Exercise objective:
Scan the records for the word "Bancal". Report each line where it occurs.

── Raw data ──

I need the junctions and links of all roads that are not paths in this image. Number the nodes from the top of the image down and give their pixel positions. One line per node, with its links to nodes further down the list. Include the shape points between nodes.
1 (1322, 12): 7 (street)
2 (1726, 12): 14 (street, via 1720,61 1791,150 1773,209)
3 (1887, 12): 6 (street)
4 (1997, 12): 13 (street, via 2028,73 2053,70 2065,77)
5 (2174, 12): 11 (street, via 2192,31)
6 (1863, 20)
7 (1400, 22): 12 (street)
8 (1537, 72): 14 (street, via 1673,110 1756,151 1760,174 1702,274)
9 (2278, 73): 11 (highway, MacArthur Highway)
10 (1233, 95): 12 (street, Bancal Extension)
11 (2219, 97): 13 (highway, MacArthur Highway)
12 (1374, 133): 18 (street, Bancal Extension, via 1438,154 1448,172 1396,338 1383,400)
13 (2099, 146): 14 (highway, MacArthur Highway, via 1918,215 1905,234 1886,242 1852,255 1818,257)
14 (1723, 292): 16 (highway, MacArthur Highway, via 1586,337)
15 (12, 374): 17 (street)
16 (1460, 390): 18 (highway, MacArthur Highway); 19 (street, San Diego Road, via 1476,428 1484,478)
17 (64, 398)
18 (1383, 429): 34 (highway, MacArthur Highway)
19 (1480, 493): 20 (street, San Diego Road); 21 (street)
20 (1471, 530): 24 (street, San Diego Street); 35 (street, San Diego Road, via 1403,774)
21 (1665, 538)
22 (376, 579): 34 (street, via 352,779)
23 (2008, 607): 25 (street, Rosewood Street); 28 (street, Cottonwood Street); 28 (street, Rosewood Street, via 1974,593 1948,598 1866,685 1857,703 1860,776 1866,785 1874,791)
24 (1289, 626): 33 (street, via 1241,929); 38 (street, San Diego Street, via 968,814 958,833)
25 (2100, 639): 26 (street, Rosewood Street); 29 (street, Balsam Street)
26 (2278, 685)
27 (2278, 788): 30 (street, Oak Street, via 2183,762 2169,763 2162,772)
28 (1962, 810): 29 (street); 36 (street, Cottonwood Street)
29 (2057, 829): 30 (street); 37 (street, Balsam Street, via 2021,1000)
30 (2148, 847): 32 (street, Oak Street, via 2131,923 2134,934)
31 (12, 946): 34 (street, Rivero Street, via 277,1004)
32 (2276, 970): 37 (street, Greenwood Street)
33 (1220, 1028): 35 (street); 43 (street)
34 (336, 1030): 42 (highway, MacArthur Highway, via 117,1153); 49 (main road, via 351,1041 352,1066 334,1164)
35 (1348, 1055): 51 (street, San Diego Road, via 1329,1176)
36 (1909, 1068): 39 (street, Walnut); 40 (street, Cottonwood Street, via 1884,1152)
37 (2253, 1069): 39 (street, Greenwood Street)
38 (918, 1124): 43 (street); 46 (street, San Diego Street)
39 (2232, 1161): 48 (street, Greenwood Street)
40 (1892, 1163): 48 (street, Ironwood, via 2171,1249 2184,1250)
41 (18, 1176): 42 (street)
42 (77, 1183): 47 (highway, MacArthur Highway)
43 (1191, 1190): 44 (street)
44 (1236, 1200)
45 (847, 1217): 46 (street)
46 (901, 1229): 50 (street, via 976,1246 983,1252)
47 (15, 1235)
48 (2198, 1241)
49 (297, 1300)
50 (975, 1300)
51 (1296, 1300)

───

Answer space:
10 (1233, 95): 12 (street, Bancal Extension)
12 (1374, 133): 18 (street, Bancal Extension, via 1438,154 1448,172 1396,338 1383,400)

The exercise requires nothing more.